[Collected data entries]
----------
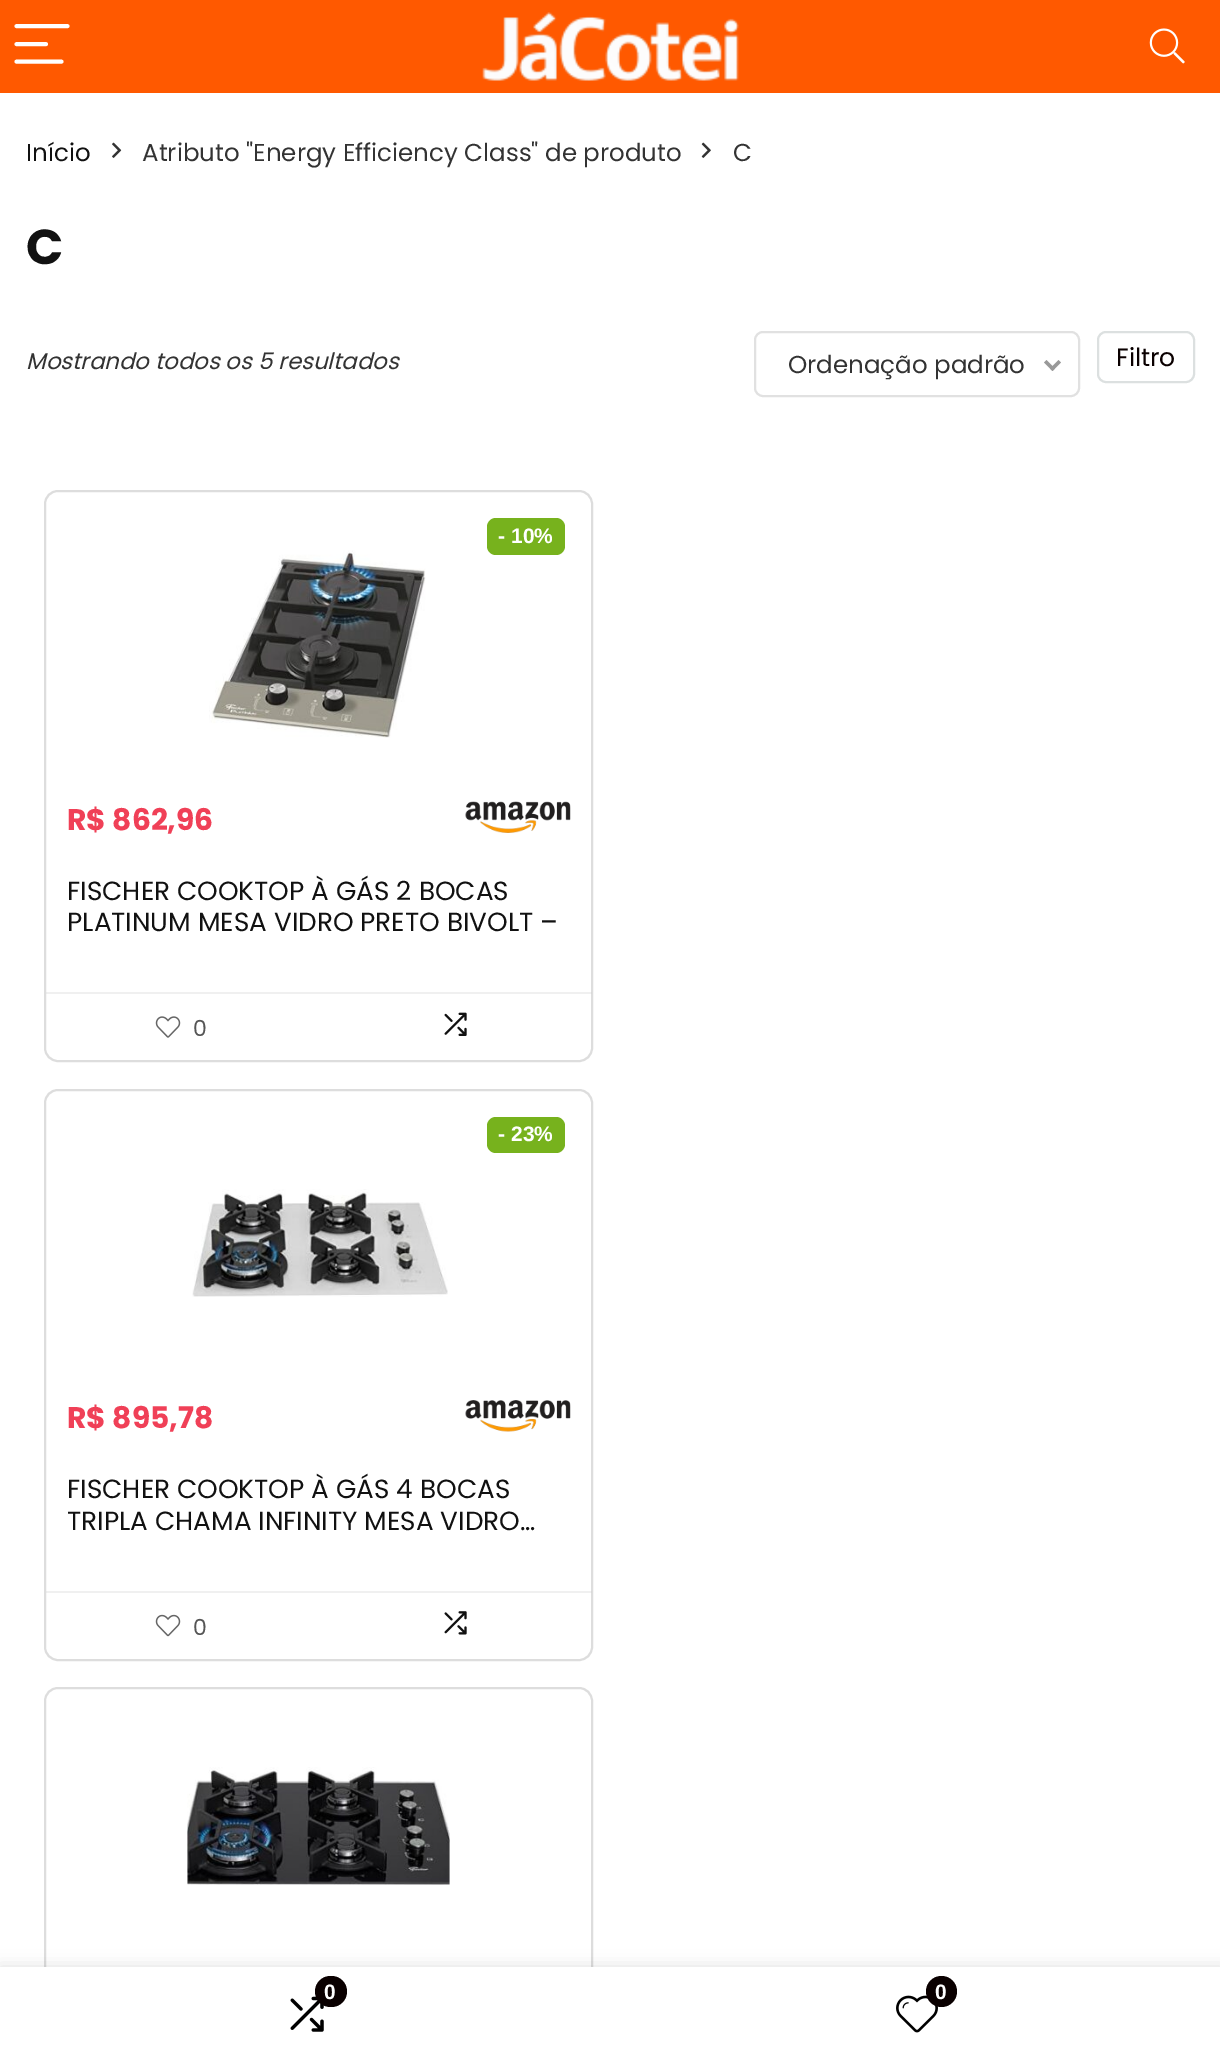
%!PS-Adobe-3.0
%%BoundingBox: 0 0 1220 2062
%%LanguageLevel: 3
%%Pages: 1
%%EndComments
%%BeginProlog
/setalpha { dup .setfillconstantalpha .setstrokeconstantalpha } def
/rrect { 5 dict begin { /r /h /w /y /x } { exch def } forall
  x r add y moveto x w add y 2 copy h add r arct x w add y h add x 1 index r arct
  x y h add x y r arct x y 2 copy exch w add exch r arct closepath end } def
/softshadow { 12 dict begin { /a /b /q /h /w /y /x } { exch def } forall gsave /was 0 def
  9 -2 -9 { dup b mul 4 div /e exch def 1 sub .425 mul 2.718 exch exp 1 add a .99 .min exch div /now exch def
    1 1 now sub 1 was sub div sub setalpha /was now def
    w h .min e 2 mul add 0 gt { x e sub y e sub w e 2 mul add h e 2 mul add
      q e add b .6 mul add w h .min 2 div e add .min 0 .max rrect fill } if } for grestore end } def
/drawimage { 5 dict begin { /h /w /y /x /name } { exch def } forall
  gsave x y translate w h scale
  w h 8 [w 0 0 h 0 0] name (r) file false 3 colorimage grestore end } def
%%EndProlog
%%BeginSetup
<< /PageSize [1220 2062] /PageUsesTransparency true >> setpagedevice
%%EndSetup
%%Page: 1 1
0 .pushpdf14devicefilter
0 2062 translate 1 -1 scale
4 setmiterlimit
1 setgray
0 0 1220 2062 rectfill
(images/1.raw) 112 142 10 16 drawimage
(images/2.raw) 701 142 10 16 drawimage
0.882 setgray
2 setlinewidth
755 332 324 64 8 rrect stroke
0.6 setgray
newpath 1058.5 360 moveto 1061 362.5 lineto 1052.5 371 lineto 1050 368.5 lineto closepath fill
newpath 1046.5 360 moveto 1055 368.5 lineto 1052.5 371 lineto 1044 362.5 lineto closepath fill
0.863 0.878 0.878 setrgbcolor
1098 332 96 50 8 rrect stroke
0.867 setgray
45 491 547 570 13 rrect stroke
0.467 0.698 0.114 setrgbcolor
487 518 78 37 9 rrect fill
(images/3.raw) 209 550 217 188 drawimage
(images/4.raw) 465 801 106 32 drawimage
0.3 setalpha
0.808 setgray
46 992 546 2 rectfill
1 setalpha
(images/5.raw) 155 1016 26 22 drawimage
(images/6.raw) 444 1012 23 24 drawimage
0.867 setgray
45 1090 547 570 13 rrect stroke
0.467 0.698 0.114 setrgbcolor
487 1117 78 36 9 rrect fill
(images/7.raw) 192 1189 256 108 drawimage
(images/8.raw) 465 1400 106 32 drawimage
0.3 setalpha
0.808 setgray
46 1591 546 2 rectfill
1 setalpha
(images/9.raw) 155 1614 26 23 drawimage
(images/10.raw) 444 1611 23 24 drawimage
0.867 setgray
45 1688 547 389 13 rrect stroke
(images/11.raw) 187 1767 263 118 drawimage
1 0.349 0 setrgbcolor
0 0 1220 93 rectfill
1 setgray
3.9 setlinewidth
1 setlinecap
newpath 16.5 26 moveto 67.5 26 lineto 16.5 44 moveto 46 44 lineto 16.5 61.5 moveto 61.5 61.5 lineto stroke
(images/12.raw) 482 12 257 69 drawimage
(images/13.raw) 1149 28 36 36 drawimage
0 setgray
0 1967 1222 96 0 8 0.12 softshadow
1 setgray
0 1967 1220 95 rectfill
(images/14.raw) 290 1996 34 36 drawimage
0.039 0 0 setrgbcolor
315 1976 32 31 15.5 rrect fill
(images/15.raw) 896 1995 42 38 drawimage
newpath 941.5 1991.5 15.5 0 360 arc closepath fill
/Poppins-Regular [24.5 0 0 -24.5 0 0] selectfont
0.067 setgray
26 161 moveto (Início) show
0.2 setgray
142 161 moveto (Atributo "Energy Efficiency Class" de produto) show
733 161 moveto (C) show
/Poppins-Bold [49 0 0 -49 0 0] selectfont
0.067 setgray
26 264 moveto (C) show
/Poppins-Italic [22.75 0 0 -22.75 0 0] selectfont
0.2 setgray
26 369 moveto (Mostrando todos os 5 resultados) show
/Poppins-Regular [24.5 0 0 -24.5 0 0] selectfont
788 373 moveto (Ordenação padrão) show
/Poppins-Regular [25 0 0 -25 0 0] selectfont
0.039 0 0 setrgbcolor
1116 366 moveto (Filtro) show
/LiberationSans-Bold [21 0 0 -21 0 0] selectfont
1 setgray
498 543 moveto (- 10%) show
/Poppins-Bold [29.75 0 0 -29.75 0 0] selectfont
0.941 0.251 0.341 setrgbcolor
67 830 moveto (R$ 862,96) show
/Poppins-Regular [26.25 0 0 -26.25 0 0] selectfont
0.067 setgray
67 900 moveto (FISCHER COOKTOP À GÁS 2 BOCAS) show
67 931 moveto (PLATINUM MESA VIDRO PRETO BIVOLT –) show
/Poppins-Regular [22 0 0 -22 0 0] selectfont
0.333 setgray
193 1036 moveto (0) show
/LiberationSans-Bold [21 0 0 -21 0 0] selectfont
1 setgray
498 1141 moveto (- 23%) show
/Poppins-Bold [29.75 0 0 -29.75 0 0] selectfont
0.941 0.251 0.341 setrgbcolor
67 1428 moveto (R$ 895,78) show
/Poppins-Regular [26.25 0 0 -26.25 0 0] selectfont
0.067 setgray
67 1498 moveto (FISCHER COOKTOP À GÁS 4 BOCAS) show
67 1530 moveto (TRIPLA CHAMA INFINITY MESA VIDRO…) show
/Poppins-Regular [22 0 0 -22 0 0] selectfont
0.333 setgray
193 1635 moveto (0) show
/LiberationSans-Bold [21 0 0 -21 0 0] selectfont
1 setgray
324 1999 moveto (0) show
935 1999 moveto (0) show
.poppdf14devicefilter showpage
%%EOF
----------
WHAT TO PRODUCE
Scan the data above for the word "name". Copy every line in which it is found.

RESULT FOR THIS TASK
/drawimage { 5 dict begin { /h /w /y /x /name } { exch def } forall
  w h 8 [w 0 0 h 0 0] name (r) file false 3 colorimage grestore end } def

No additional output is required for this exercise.